(Collected data)
◇ ◇ ◇ ◇ ◇
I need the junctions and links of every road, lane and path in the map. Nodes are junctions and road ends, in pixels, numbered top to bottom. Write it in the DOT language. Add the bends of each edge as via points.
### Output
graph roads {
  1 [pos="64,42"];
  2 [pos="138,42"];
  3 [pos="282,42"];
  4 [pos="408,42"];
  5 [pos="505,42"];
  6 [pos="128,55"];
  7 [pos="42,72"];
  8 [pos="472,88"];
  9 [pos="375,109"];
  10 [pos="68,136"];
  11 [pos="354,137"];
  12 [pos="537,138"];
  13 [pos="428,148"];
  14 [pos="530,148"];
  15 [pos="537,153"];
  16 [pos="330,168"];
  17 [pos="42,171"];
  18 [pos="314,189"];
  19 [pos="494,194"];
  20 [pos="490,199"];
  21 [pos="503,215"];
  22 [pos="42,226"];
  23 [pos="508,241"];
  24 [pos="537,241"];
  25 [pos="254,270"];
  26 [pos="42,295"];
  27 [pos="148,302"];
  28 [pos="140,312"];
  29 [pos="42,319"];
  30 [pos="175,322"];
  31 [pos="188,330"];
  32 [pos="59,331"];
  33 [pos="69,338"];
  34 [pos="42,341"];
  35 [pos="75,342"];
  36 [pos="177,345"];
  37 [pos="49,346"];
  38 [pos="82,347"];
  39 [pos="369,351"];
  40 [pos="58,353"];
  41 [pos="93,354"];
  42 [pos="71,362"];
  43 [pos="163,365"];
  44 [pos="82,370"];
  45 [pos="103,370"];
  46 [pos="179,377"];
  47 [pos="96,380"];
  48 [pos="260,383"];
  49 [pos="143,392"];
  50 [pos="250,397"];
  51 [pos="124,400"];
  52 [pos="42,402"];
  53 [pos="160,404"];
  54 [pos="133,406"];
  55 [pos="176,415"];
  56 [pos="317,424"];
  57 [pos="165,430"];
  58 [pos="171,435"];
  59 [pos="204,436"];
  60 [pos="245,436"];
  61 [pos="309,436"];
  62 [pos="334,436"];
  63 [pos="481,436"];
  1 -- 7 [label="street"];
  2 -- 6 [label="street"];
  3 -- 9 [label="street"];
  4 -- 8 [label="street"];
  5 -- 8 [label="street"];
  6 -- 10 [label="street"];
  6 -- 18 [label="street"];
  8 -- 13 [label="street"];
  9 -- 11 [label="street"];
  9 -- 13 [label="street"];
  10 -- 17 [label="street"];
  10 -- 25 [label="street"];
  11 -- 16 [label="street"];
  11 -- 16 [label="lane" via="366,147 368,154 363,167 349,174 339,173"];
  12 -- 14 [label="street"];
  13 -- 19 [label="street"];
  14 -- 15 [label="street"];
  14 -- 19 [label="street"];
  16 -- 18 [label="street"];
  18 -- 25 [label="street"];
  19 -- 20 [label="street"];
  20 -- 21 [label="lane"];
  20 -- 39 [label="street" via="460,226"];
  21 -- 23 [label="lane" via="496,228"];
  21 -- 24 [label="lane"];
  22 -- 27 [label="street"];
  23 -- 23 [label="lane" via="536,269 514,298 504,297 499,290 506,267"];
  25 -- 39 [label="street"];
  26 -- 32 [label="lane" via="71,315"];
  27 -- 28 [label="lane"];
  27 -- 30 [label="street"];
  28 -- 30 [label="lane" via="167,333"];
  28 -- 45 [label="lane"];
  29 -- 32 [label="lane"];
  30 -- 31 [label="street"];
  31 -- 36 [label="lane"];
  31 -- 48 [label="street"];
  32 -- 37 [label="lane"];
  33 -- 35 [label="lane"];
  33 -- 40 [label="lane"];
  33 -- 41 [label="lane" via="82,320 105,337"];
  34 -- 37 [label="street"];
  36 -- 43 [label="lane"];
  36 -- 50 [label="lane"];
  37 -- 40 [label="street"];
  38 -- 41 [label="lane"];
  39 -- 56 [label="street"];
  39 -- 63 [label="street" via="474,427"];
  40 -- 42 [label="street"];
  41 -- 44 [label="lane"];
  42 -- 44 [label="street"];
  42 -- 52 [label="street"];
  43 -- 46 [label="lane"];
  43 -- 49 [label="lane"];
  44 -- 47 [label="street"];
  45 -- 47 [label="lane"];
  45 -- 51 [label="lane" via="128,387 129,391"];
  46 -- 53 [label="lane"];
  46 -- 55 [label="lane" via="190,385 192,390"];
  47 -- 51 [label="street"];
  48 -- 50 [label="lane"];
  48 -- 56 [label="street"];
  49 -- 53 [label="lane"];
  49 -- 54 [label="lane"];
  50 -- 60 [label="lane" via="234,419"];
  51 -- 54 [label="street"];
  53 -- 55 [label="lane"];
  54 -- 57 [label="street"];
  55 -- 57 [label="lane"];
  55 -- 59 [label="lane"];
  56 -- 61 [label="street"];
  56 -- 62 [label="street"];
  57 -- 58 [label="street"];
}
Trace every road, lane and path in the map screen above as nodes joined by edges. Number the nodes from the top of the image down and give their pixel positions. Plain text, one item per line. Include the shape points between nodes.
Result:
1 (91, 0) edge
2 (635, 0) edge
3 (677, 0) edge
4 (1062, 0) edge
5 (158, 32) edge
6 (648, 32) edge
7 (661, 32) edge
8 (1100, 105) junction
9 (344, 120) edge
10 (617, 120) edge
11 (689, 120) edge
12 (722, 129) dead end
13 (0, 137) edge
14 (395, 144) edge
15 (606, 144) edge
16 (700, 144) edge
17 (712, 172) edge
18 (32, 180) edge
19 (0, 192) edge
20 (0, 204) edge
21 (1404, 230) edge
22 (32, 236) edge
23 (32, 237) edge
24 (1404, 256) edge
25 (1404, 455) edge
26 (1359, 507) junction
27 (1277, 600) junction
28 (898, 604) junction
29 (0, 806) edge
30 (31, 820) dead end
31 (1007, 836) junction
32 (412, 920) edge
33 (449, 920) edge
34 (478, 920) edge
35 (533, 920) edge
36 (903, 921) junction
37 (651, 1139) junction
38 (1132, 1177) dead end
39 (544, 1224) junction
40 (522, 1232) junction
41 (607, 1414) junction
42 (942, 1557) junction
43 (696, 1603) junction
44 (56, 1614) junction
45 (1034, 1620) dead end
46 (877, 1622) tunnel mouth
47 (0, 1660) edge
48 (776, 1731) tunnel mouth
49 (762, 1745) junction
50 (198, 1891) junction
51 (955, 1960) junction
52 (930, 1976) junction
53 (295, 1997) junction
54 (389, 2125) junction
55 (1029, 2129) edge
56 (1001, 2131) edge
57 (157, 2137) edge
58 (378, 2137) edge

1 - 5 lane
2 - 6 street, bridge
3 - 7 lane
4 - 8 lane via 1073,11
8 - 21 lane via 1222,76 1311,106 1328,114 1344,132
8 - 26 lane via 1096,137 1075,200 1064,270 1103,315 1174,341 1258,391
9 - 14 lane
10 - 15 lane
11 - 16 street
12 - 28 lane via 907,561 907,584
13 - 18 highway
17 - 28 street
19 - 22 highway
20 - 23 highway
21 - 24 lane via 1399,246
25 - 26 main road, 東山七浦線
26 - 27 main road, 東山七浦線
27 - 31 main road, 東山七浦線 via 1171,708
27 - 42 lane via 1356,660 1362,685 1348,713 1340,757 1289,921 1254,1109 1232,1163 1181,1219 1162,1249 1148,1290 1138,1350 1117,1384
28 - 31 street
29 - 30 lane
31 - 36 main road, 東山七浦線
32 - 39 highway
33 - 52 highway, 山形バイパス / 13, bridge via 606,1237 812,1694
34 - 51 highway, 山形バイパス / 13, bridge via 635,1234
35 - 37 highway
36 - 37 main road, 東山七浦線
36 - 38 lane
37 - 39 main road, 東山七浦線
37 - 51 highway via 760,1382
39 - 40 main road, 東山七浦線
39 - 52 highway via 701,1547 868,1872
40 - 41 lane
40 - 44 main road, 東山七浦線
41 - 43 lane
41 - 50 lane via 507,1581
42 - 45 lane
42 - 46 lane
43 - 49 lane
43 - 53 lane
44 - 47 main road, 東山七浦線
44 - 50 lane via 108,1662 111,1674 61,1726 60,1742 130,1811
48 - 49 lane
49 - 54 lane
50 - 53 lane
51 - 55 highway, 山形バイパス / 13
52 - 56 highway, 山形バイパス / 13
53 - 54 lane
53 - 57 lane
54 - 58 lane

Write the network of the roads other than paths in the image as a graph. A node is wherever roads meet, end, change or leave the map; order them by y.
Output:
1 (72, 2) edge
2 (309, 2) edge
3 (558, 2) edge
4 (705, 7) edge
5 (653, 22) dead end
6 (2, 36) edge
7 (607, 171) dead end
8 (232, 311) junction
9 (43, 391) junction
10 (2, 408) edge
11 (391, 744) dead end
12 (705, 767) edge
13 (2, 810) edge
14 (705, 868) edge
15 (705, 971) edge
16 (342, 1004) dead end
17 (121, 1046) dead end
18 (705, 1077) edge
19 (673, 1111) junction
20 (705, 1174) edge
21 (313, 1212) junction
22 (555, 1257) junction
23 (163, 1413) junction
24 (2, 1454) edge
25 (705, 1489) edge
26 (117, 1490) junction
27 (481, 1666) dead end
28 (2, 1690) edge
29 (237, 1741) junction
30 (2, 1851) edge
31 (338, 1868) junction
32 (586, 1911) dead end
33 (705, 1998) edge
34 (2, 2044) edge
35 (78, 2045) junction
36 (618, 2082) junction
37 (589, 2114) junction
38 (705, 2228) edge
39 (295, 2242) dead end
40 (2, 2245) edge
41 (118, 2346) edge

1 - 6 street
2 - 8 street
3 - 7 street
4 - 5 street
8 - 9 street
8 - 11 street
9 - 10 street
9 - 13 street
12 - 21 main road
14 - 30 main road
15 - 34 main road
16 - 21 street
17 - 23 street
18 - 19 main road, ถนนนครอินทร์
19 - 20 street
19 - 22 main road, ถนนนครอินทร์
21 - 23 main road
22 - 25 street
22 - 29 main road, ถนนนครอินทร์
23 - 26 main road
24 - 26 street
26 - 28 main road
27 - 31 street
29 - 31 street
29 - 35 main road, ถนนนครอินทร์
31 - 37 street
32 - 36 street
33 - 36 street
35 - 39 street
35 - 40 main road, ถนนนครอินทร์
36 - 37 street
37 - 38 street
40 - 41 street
◇ ◇ ◇ ◇ ◇
** ABOUT THIS EXERCISE **
Scan the records above. Return every line with "roads" in it.

** RESULT **
graph roads {
Write the network of the roads other than paths in the image as a graph. A node is wherever roads meet, end, change or leave the map; order them by y.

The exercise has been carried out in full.